_Required action_:
From the line with "pinky dip: (552, 323)" through the line with "wrist: (657, 702)", inclusive, return each line of the data below exactly and leave the rest out.

_Given records_:
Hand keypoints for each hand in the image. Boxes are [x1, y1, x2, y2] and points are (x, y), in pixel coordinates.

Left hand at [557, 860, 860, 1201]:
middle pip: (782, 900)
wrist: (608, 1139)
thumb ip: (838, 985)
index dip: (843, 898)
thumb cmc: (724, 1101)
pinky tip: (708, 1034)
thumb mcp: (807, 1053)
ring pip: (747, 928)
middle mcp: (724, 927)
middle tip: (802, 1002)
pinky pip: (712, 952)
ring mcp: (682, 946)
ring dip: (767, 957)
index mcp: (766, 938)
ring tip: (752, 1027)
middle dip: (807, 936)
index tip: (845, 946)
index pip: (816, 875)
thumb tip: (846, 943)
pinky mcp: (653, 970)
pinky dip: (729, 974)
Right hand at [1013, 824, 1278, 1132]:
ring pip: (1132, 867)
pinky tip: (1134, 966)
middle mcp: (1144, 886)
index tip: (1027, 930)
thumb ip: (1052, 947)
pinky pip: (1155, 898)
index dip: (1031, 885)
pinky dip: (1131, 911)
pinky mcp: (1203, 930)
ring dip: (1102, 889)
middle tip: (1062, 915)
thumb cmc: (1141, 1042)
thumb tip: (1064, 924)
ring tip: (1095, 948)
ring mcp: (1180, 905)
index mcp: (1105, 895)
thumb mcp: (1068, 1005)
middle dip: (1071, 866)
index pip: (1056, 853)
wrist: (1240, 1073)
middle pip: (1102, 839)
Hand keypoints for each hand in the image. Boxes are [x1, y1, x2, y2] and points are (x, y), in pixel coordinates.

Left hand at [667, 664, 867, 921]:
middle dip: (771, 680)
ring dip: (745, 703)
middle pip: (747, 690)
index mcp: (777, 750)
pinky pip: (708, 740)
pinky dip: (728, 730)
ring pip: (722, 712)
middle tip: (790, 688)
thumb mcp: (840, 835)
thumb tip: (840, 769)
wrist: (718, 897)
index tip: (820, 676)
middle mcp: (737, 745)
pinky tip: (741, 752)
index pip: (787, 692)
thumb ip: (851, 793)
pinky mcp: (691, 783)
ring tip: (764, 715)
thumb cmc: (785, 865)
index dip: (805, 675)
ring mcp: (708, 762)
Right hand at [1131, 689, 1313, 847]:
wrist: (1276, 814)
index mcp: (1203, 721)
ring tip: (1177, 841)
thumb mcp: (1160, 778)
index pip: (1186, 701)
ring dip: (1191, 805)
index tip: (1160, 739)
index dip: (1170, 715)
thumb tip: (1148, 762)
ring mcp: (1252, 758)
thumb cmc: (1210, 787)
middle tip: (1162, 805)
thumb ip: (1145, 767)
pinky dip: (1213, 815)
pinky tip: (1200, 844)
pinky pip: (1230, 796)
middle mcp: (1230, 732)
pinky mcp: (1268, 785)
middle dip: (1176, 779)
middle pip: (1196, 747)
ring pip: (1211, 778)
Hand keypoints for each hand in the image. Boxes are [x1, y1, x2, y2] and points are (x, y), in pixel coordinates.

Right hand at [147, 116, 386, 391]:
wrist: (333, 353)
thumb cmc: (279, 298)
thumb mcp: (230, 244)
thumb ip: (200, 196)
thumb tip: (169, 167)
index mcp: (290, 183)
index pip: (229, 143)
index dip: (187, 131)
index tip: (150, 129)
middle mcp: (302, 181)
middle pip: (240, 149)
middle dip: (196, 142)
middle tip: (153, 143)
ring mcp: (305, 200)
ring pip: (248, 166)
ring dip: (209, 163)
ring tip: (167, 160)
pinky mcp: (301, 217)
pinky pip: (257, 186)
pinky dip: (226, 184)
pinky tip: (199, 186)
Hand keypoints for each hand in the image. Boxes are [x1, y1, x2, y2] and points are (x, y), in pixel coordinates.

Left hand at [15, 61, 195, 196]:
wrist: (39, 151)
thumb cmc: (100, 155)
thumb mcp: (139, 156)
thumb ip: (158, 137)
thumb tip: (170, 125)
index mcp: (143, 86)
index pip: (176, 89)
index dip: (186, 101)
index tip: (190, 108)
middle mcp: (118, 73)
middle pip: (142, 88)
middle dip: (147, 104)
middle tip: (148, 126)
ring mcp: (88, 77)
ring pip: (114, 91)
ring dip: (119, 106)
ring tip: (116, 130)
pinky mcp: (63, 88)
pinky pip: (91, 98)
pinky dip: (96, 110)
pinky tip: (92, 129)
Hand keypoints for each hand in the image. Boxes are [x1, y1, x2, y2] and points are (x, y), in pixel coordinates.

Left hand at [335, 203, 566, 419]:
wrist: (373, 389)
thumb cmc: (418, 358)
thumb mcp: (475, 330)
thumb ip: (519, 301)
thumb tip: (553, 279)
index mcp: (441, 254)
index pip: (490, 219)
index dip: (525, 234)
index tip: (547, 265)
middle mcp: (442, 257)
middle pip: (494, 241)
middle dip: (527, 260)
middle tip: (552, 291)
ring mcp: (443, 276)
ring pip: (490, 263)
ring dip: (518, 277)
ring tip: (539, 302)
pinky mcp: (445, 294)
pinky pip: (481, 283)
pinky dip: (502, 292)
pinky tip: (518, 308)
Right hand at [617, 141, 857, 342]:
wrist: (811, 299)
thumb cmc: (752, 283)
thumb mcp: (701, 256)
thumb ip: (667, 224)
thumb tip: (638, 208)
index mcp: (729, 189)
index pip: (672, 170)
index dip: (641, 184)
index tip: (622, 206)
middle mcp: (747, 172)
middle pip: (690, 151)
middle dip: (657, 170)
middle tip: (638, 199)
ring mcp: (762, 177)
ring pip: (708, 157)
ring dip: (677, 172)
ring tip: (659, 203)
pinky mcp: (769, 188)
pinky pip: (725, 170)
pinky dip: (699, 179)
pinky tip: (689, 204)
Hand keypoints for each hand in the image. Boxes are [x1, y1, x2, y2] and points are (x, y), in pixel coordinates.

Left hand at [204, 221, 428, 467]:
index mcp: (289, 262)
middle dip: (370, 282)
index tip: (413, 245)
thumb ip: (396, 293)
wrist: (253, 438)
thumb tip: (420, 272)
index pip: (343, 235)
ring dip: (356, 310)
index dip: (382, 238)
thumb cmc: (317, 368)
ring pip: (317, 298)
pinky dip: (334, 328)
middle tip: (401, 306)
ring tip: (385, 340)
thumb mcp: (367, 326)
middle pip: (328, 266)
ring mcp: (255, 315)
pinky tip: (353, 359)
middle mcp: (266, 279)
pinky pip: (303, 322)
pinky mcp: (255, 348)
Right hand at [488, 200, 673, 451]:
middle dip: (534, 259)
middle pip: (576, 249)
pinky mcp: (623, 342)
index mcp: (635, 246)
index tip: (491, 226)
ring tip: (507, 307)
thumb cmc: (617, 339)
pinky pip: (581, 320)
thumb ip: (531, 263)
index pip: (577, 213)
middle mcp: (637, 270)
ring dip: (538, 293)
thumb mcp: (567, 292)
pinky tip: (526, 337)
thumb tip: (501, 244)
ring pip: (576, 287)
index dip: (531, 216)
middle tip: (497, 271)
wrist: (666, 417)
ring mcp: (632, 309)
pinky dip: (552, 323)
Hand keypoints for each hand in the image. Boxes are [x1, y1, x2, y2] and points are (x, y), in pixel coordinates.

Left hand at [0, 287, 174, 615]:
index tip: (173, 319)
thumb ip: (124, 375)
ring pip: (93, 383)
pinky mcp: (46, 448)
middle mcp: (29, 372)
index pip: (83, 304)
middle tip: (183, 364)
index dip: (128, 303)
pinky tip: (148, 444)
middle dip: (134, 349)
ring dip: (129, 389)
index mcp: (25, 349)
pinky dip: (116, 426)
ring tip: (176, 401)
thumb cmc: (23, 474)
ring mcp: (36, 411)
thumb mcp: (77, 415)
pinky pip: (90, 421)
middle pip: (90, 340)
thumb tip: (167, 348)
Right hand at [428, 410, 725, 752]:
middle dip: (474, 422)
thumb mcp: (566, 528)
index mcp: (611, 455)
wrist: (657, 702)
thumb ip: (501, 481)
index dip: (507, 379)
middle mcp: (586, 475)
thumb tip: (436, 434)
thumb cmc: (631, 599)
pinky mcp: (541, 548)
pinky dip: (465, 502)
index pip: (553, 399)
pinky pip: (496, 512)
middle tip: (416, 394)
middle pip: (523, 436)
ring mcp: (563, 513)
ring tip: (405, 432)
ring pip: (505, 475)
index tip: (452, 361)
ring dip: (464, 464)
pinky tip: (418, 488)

_Response to this exercise_:
pinky dip: (552, 323)
Hand keypoints for each hand in the image. Boxes are [x1, y1, x2, y2] and points are (x, y), in pixel coordinates.

Left hand at [0, 287, 174, 615]:
index tip: (173, 319)
thumb ip: (124, 375)
ring pip: (93, 383)
pinky mcp: (46, 448)
middle mcp: (29, 372)
index pip: (83, 304)
middle tip: (183, 364)
index dip: (128, 303)
pinky tip: (148, 444)
middle dip: (134, 349)
ring dip: (129, 389)
index mcp: (25, 349)
pinky dip: (116, 426)
ring tip: (176, 401)
thumb cmc: (23, 474)
ring mcp: (36, 411)
thumb mcp: (77, 415)
pinky pip: (90, 421)
middle pip: (90, 340)
thumb tip: (167, 348)
Right hand at [428, 410, 725, 752]:
middle dip: (474, 422)
thumb mcp: (566, 528)
index mcp: (611, 455)
wrist: (657, 702)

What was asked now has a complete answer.